Scholarship steers Māori and Pacific students towards academic success

Takere, which began with a five-week live-in academy for 50 ākonga (students) at the start of this year, aims to develop skills and confidence helping Māori and Pacific students navigate university life and achieve academic success.

Funded in part by the Tertiary Education Commission, the scholarship is part of the University of Canterbury’s Kia Angitu Student Success Programme.

The name Takere comes from the whakataukī: “E kore e ngaro, he takere waka nui – we will never be lost; we are the hull of a great canoe”.  Students are given provisions to store in the hull (takere) of their waka (voyaging vessel), ensuring they are better prepared for their academic journeys.

University of Canterbury (UC) Kaihautū Taunaki Kaupapa | Director – Projects and Innovation Jeanine Tamati-Elliffe (Kāi Tahu, Kāti Māmoe, Te Atiawa) says Takere offers a “scaffolded approach to learning”.

“This kaupapa is about preparing the students academically for tertiary study, while providing them with opportunities to navigate university systems and create relationships with the UC whānau before they start university.”

Each student is matched with a kaitaki (experienced student mentor), offered tutoring and study advice, and invited to regular workshops covering topics such as job hunting and career advice.

The kaitaki are provided through Paihere, the UC Māori mentoring and leadership programme, as well as the UC Pasifika Mentoring programme.

Takere launched last year and was extended this year to include more places for students, a longer live-in programme, and extra accommodation support throughout the academic year for those opting to stay in the University’s newest hall of residence, Tupuānuku.

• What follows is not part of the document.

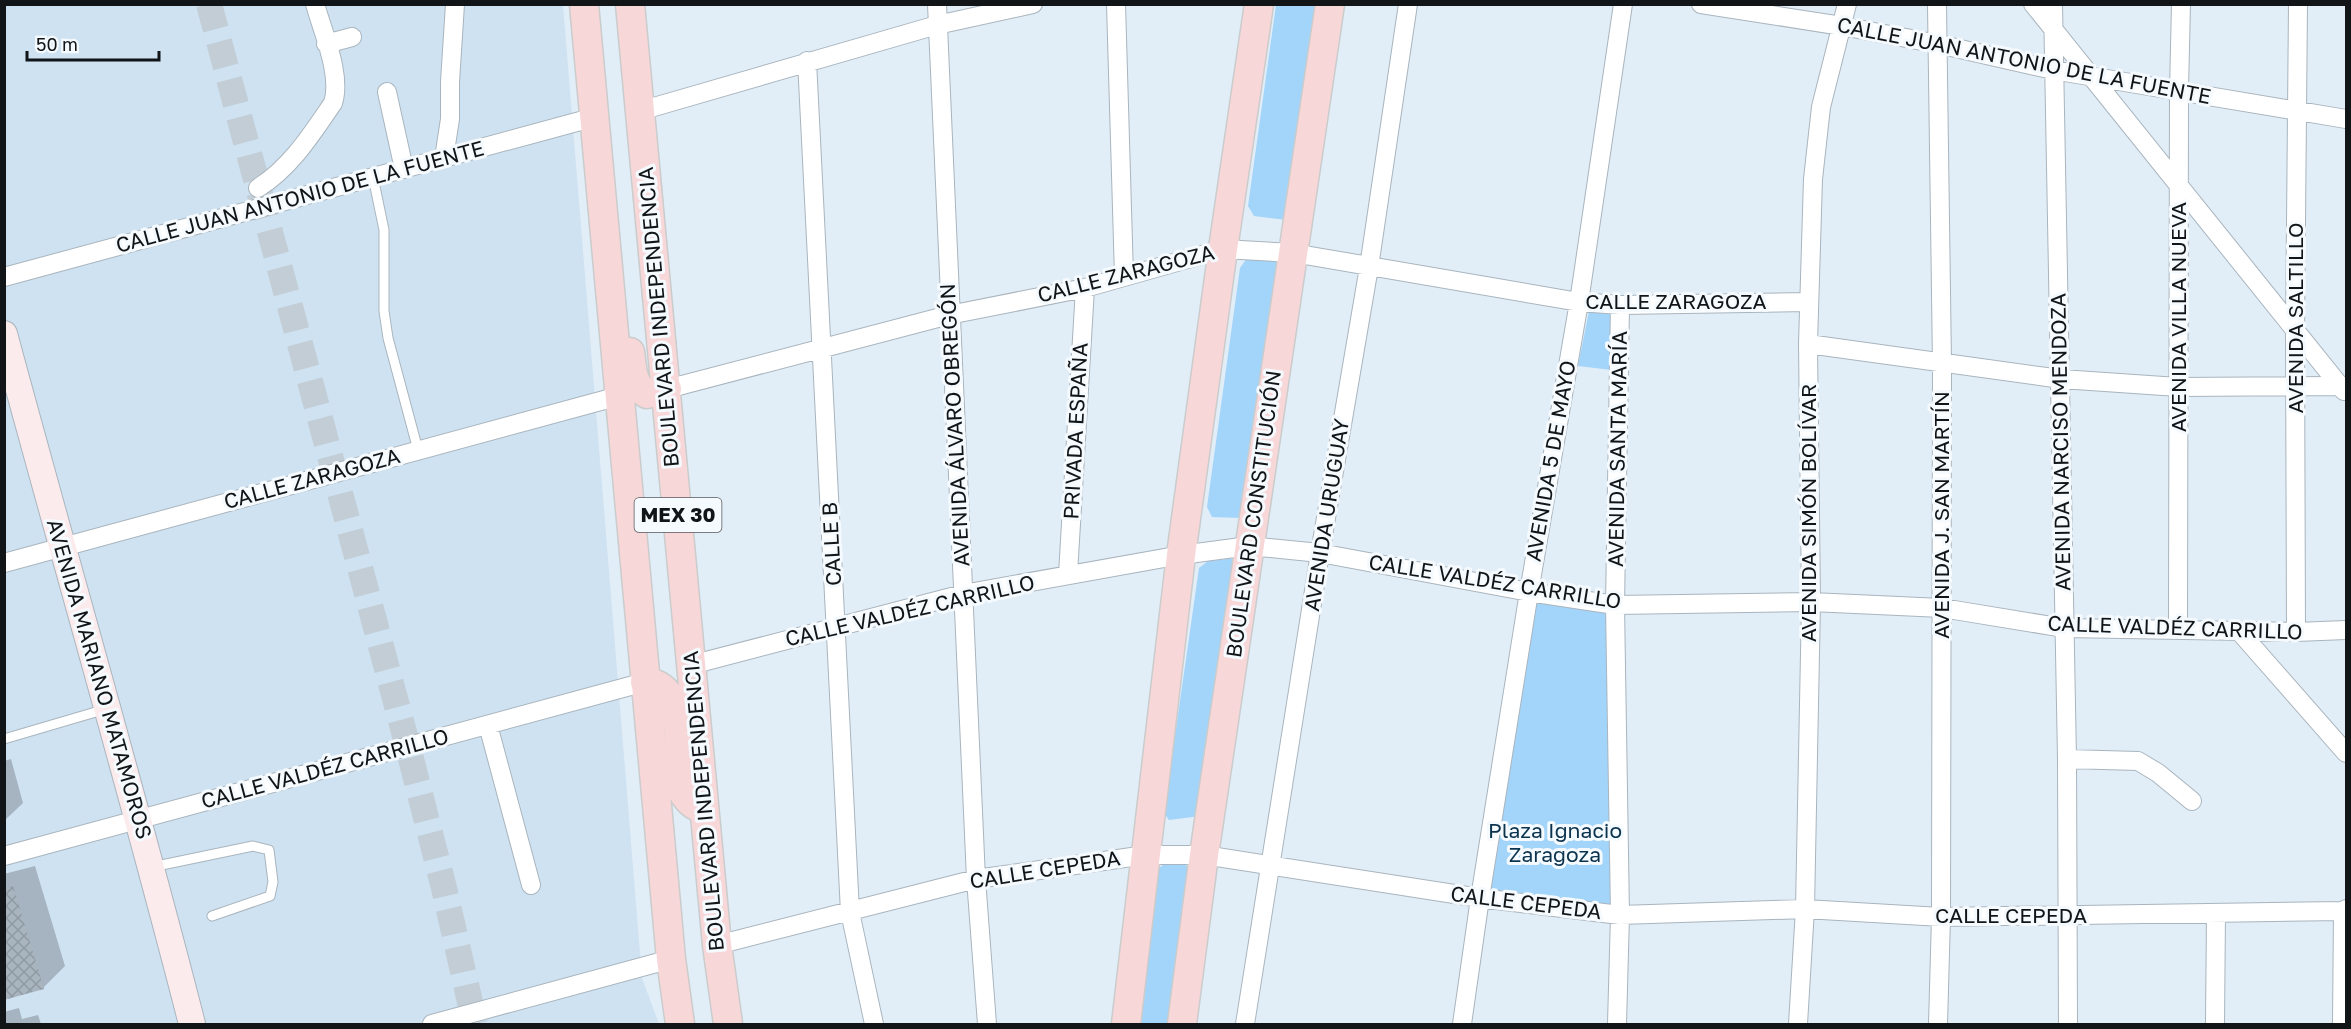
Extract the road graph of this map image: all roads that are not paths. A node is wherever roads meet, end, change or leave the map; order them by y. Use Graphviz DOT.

During the live-in stage, the students completed a first-year course, took part in workshops on budgeting, health and interpersonal skills and went on a day trip to Akaroa focused on deepening their understanding of Māori and Pacific history.

Meshach Faafoe, 18, (Samoan) says the support he’s gained from Takere has made a big difference. “Being together with other Māori and Pacific students, I’ve really learned a lot from that. We’ve been given a lot of support adapting to a new environment.”

University of Canterbury Deputy Vice-Chancellor Academic Catherine Moran says the Takere programme is part of the University’s commitment to being more inclusive.

“We’ve seen from last year’s Takere cohort how the programme creates a sense of community, builds on cultural and community connections, and provides the students with opportunities to connect with Māori and Pacific academics and other staff on campus.”